“The thing which a girl most easily forgets,” said the Lord Chamberlain, “is how she looks; that is why she is always gazing into a mirror.”
“Perhaps that is also the reason,” said Victor, “why no woman regards another as more beautiful than she is. The most that a woman will admit is that her rival is younger than herself.”
Nothing fell upon Clotilda—and this is always found in the best of her sex—more keenly than satire upon womankind, and though she concealed the fact that she both endured and despised this sort of wit, she began to distrust the lips and the heart of the young Englishman, and treated him during this time with such cold civility, that he had to exaggerate his wild gaiety in order to conceal the grief that he felt.
But as she was walking at evening in the garden, a loose leaf blew out of a book that she was holding, and Victor picked it up and read: “On this earth man has only two and a half minutes—one to smile, one to sigh, and a half a one to love; for in the midst of it he dies.”
“Dahore! This is a saying of Dahore!” exclaimed Victor. “Clotilda, do you know my beloved master Dahore?” Clotilda turned towards him, her face transfigured with a lovely radiance. Their two noble souls discovered at last their affinity in their common love for the wise and gracious spirit who had nourished their young souls. For some strange reason Lord Horion, as they found out as soon as they began to converse together in a sweet and sincere intimacy, had had them brought up by the same master; and Dahore, an eccentric, lovable man with a profound wisdom, had made them, in both mind and soul, comrades to each other, though he educated one in London and the other at St. Luna.

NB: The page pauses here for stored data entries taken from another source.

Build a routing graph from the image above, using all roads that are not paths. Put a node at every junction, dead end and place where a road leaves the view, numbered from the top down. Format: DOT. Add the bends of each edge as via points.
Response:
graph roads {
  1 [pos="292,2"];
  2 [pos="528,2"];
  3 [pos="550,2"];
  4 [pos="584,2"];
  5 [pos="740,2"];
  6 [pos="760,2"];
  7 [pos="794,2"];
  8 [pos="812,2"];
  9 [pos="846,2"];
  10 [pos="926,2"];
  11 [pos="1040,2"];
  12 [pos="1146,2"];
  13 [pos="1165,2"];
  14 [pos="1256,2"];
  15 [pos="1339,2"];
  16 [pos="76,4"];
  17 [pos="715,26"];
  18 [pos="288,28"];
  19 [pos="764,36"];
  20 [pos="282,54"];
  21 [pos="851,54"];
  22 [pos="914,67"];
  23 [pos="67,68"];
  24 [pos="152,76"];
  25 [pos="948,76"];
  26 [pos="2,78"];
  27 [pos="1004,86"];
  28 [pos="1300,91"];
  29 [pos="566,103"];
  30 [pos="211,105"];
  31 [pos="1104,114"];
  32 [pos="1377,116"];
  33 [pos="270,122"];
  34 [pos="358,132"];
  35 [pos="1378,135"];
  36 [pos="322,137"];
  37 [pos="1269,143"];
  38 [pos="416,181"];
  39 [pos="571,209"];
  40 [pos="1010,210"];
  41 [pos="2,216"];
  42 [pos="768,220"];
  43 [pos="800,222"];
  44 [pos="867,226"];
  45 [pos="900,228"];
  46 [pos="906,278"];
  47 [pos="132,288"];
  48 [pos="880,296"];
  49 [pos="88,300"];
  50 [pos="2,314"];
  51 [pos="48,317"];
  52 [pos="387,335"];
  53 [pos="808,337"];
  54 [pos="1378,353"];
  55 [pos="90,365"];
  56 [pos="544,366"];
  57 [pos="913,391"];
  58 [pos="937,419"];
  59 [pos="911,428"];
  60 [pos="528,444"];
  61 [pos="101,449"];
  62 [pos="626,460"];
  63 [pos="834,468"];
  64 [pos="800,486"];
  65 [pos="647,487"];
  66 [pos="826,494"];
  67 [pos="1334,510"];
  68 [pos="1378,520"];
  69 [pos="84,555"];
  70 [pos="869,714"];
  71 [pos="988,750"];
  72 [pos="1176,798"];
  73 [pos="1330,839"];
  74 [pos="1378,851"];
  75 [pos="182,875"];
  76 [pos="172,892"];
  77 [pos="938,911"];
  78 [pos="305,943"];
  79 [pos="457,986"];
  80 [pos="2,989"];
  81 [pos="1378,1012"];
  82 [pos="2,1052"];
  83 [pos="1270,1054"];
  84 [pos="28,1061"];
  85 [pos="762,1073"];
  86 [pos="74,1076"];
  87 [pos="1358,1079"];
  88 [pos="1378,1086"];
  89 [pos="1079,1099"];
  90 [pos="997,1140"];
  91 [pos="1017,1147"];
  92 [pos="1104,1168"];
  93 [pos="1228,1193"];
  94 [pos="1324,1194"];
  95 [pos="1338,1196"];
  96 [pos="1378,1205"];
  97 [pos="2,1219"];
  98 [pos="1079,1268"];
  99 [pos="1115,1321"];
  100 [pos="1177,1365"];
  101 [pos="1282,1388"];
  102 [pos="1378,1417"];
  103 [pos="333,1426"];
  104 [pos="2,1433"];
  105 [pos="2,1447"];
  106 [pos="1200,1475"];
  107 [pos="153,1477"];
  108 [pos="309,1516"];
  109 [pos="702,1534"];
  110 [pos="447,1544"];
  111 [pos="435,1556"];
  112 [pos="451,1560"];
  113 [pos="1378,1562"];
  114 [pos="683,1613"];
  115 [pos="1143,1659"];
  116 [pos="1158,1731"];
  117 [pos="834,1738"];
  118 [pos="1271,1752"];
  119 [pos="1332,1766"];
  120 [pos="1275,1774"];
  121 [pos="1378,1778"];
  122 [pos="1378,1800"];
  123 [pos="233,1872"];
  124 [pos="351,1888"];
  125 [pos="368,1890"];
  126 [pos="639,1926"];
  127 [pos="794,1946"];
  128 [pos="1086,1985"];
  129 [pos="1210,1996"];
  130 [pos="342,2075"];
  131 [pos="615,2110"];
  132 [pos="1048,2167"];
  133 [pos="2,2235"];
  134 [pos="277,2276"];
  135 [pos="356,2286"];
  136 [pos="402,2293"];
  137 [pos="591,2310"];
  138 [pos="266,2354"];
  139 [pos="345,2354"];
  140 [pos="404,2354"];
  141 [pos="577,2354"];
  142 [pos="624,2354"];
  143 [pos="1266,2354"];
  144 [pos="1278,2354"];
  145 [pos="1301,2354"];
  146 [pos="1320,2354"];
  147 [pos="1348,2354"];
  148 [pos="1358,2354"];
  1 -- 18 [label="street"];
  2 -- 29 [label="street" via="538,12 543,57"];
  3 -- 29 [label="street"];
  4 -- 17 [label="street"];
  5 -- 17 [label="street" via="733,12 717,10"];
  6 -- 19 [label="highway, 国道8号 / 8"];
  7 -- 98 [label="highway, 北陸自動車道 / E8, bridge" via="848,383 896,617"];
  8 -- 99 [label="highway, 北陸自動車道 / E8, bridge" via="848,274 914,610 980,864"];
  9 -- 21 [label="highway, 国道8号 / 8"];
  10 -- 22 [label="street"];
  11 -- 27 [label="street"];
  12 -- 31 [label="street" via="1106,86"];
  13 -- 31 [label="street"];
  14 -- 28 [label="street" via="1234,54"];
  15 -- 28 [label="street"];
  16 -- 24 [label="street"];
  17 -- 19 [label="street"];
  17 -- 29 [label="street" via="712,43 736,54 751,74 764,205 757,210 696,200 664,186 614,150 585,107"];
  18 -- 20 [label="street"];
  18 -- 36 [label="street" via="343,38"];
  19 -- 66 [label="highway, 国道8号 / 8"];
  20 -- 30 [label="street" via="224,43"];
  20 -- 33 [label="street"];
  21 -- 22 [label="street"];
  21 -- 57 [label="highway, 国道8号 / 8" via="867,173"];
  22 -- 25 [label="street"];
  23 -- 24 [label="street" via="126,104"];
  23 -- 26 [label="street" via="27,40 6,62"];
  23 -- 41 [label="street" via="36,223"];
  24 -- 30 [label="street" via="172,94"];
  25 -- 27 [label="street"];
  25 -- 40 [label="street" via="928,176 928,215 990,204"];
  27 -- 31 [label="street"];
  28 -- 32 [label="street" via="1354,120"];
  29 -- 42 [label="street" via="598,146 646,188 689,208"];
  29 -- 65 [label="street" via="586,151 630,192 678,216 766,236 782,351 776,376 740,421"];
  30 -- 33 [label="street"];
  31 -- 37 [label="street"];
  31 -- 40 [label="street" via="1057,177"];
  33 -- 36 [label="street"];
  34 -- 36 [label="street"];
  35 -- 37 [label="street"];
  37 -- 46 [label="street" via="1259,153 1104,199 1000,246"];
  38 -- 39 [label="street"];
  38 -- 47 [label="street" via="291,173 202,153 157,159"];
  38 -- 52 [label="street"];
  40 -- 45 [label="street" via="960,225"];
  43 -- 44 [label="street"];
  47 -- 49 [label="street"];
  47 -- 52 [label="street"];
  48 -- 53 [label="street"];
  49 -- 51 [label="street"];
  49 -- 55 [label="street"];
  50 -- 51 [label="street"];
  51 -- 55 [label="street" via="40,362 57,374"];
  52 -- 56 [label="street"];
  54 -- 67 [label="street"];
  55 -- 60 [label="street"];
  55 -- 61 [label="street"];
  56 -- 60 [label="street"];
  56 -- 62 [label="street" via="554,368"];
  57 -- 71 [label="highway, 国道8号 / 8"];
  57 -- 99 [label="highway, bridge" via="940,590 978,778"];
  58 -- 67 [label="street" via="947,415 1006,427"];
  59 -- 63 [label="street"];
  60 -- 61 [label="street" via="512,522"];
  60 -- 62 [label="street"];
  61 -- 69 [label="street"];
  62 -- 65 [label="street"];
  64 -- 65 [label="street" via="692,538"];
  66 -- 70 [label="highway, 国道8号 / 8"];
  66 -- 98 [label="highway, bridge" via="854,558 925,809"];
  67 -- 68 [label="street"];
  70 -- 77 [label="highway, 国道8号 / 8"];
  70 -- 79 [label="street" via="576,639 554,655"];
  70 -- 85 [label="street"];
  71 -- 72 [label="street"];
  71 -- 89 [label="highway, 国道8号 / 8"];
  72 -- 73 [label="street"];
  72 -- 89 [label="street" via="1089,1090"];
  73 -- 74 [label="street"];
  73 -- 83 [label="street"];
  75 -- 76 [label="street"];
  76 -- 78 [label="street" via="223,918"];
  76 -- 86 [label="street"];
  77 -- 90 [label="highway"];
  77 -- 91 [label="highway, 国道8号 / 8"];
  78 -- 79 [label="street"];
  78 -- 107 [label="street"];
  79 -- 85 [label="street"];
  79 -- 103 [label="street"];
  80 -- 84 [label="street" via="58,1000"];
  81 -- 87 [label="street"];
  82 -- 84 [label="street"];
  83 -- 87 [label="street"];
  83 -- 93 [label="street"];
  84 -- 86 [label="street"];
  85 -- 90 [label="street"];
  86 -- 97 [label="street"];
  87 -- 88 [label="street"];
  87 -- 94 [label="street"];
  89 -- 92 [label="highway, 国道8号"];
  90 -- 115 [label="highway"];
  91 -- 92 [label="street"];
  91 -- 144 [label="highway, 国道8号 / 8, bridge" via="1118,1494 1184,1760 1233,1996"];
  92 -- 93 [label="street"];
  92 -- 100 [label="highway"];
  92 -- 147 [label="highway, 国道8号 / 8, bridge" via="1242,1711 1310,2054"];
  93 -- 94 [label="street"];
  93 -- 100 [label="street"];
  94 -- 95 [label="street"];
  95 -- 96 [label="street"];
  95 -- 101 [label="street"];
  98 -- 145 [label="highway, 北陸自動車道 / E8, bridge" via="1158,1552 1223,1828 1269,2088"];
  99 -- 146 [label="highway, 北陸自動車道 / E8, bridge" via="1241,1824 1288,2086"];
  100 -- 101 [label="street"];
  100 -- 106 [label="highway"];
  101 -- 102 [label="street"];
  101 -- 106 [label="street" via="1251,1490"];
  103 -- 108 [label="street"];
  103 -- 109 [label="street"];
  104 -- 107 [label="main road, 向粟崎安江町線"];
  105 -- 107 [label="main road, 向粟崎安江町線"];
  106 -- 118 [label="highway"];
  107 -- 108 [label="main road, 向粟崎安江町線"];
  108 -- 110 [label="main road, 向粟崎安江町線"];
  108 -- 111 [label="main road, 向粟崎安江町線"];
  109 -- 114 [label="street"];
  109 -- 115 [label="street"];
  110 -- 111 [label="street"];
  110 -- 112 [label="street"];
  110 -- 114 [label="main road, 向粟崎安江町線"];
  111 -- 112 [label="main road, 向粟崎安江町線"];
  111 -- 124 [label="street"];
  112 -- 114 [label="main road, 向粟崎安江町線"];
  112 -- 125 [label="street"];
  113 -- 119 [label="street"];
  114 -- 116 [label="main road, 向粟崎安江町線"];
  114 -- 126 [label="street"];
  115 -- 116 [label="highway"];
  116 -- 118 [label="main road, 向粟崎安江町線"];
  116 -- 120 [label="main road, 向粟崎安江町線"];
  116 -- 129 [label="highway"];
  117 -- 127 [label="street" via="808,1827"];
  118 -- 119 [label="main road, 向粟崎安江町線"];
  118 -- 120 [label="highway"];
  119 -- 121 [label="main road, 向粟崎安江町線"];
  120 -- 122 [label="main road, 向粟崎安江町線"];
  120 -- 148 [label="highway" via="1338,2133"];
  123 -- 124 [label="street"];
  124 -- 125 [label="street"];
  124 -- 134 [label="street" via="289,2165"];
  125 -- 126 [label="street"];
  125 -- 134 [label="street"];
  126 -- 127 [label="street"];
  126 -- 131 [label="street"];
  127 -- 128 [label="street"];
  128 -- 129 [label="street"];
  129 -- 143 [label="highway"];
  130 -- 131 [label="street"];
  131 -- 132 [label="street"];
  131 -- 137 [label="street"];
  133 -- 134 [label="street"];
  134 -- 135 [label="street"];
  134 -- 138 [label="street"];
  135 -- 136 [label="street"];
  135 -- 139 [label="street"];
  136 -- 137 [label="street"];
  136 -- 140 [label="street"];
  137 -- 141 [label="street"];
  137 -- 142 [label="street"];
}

“He taught Flamin and me at the same time,” said Victor, looking to see what effect the name of his friend had on Clotilda. She smiled sweetly, but mysteriously, when he went on to speak of his loving friendship for the son of Chaplain Eymann.
The next day he knew why her smile was so mysterious. Lord Horion arrived from Flachsenfingen with some extraordinary news. Flamin had been appointed a counsellor to Prince January. Never had Victor in his wildest dreams of his friend’s advancement, imagined that he would obtain at a leap so high an important position as this. The young Englishman himself had been sent to study at Goettingen in order that he might be qualified to act as the prince’s physician; but Flamin, without any labour, had suddenly obtained a place of authority almost equal to that occupied by Lord Horion.